The War Party messages since 9/11 are always consistent and predictable, with the typical shibboleths always accounted for:

  • “Either you’re with us, or you’re with the terrorists.”
  • “We have to scale back our freedoms — temporarily — for the good of the country.”
  • “There has to be immediate justice upon the perpetrators.”
  • “All Arabs are always evil, and Israel is always the victim.”
  • “We must defend our allies at all costs.”
  • “Being anti-war is synonymous with Anti-Americanism.”
  • “Anti-war equals leftism.”
  • “Now is not the time to rally against your government.”
  • “True patriots are united in this effort for justice.”

Accordingly, we must all stand behind our government — unconditionally — in this time of crisis. We are supposed to unblinkingly support the war effort, blame all Arab peoples — everywhere — for wacko fundamentalism, and trust that everything the government does is good for us, and consequently, is the right thing to do.

Not much changes with the neocons and their allies on this issue. First principles, for these folks, are irrelevant. What matters to them is that they be able to pick and choose those issues that best suit their pet causes, that being the military, unconditional support for Israel, and a pragmatic view of the State. The neocons are joined by some of their left-Democratic and formerly libertarian allies in thinking the State may have congenital evils in terms of its domestic policies, however, in terms of foreign policy, the State is a good commodity, and a necessary vanguard of justice against its declared enemies.

Of course, most apparent is the self-contradiction of those who purport to be anti-statist, yet endorse the rolling War Machine and its centralizing mission. How is it that the neocons and assorted other War Party Peoples can be so easily caught up in their self-contradictory assertion that U.S. interventionist foreign policy cannot possibly cause fanatical Arabs to behave in certain evil ways, but our democracy and ways of freedom can cause them to behave in those particular ways? Though it sounds preposterous that anyone would dare assert this point with any sincerity, it has been, and remains the focal point in debates on causation. The conservative news shows are littered with this kind of commentary.

There is a serious denial afoot on the part of the neocon journalists, news shows, and writers who assert that U.S. foreign policy blunders have no responsibility whatsoever in pissing off generations of Arab hardliners. This way, the apologists for the State can placate themselves into believing they have a legitimate argument for the expansion of the State and total war.

After all, the neocons have always loved the State where and when it can benefit them. From civil rights to building empire, and from anti-trust to military pet projects, the State is a necessary compulsion for their coercive management of individuals in society.

Bill Kristol, the Godfather of neo-chicanery, long ago disposed of limited government ideals in favor of bigger taxes, more environmental regulation, greater income redistribution, and the break-up of anti-government sentiment. For Kristol and cohorts like Bill Buckley, David Brooks, and Norman Podhoretz, the secular religion of the State has come to replace a decentralized Republic of limited government. No longer is limited government the goal; instead it is limiting the social left in positions in government, and inserting big-government Republicans in their place.

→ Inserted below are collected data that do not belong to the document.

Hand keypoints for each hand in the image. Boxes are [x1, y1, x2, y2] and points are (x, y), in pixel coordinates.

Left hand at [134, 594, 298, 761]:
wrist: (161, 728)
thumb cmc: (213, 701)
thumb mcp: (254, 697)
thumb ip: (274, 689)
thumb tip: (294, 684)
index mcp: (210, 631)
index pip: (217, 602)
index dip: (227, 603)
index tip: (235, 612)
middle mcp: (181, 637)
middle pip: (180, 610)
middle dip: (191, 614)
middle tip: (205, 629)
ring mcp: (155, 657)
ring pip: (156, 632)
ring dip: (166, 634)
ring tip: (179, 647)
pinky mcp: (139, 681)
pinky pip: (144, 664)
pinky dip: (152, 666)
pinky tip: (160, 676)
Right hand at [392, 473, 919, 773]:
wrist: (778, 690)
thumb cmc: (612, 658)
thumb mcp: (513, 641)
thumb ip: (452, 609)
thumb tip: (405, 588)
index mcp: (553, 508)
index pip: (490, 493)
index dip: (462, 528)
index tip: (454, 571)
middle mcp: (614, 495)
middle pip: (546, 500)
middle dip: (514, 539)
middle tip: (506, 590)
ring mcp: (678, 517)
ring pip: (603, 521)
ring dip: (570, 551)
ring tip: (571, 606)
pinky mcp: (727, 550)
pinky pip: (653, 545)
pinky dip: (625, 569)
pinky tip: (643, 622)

And statism, as we well know, is a special sweetheart of all the former leftists that gravitated from Leftist to Neocon status. First, they claim a love of the free market and a desire for less government intervention upon that realm. And they profess to want more individual autonomy for citizens, with less coercion from collective groups and federal bureaucrats. Yet, in spite of their declaration of favoring smaller government, they pile more of it upon us each time they are given the opportunity.

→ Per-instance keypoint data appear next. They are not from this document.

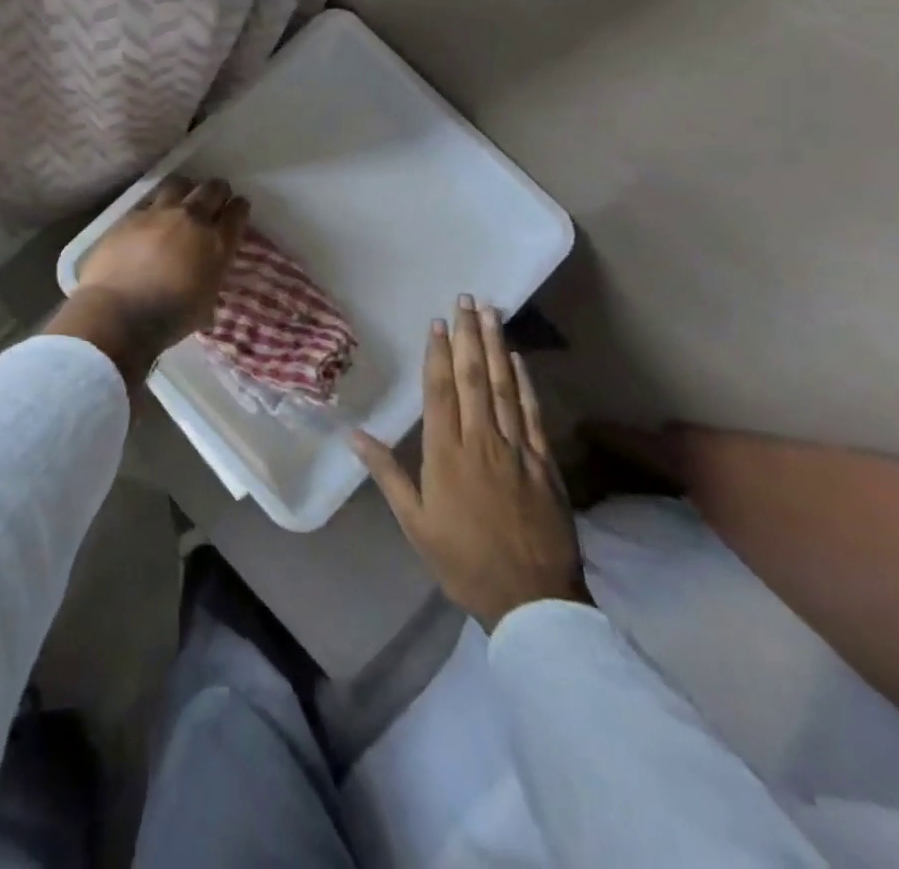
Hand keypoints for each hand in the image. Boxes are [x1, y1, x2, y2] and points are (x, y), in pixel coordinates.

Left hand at [45, 178, 249, 389]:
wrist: (119, 313)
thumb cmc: (169, 318)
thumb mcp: (205, 303)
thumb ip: (210, 278)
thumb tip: (206, 274)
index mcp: (217, 244)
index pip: (237, 213)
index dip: (239, 207)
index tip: (238, 207)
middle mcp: (191, 220)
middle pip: (212, 189)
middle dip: (218, 190)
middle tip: (215, 196)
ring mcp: (158, 214)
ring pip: (179, 184)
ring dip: (185, 189)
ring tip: (182, 198)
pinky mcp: (130, 216)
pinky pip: (148, 202)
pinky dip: (154, 207)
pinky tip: (150, 219)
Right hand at [351, 298, 588, 631]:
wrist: (532, 600)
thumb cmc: (463, 560)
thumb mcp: (415, 523)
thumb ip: (387, 474)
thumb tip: (354, 434)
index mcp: (446, 453)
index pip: (440, 391)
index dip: (437, 353)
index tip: (437, 322)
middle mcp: (481, 440)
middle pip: (473, 377)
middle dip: (468, 335)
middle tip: (466, 299)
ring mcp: (517, 449)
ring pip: (504, 386)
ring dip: (496, 346)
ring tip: (492, 313)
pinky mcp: (544, 462)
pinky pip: (533, 412)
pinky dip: (525, 381)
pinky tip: (518, 359)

The Contract with America is a great example of past chicanery. The purpose of it was to hypnotize the ideological fence sitters into thinking that Republican ideals equaled small government. However, the Newt Gingrich “revolution” was nothing more than good ‘ole government propaganda painted in stars and stripes to lure the “undecided” types into the conservative faction.

In addition, the neocons claim the high ground on morality and solicit far bigger government to enforce all of those pet social causes.

And finally, the end of the Cold War has left these big government folks with a gaping hole in their Statist creed; one that must be filled with their cherished military and its adventures abroad. Since then, they have supported misadventures in Afghanistan, Sudan, Iraq, Somalia, Bosnia, and then we come full circle, back to Afghanistan, only this time hunting down Osama instead of supporting and training him and his frenzied followers.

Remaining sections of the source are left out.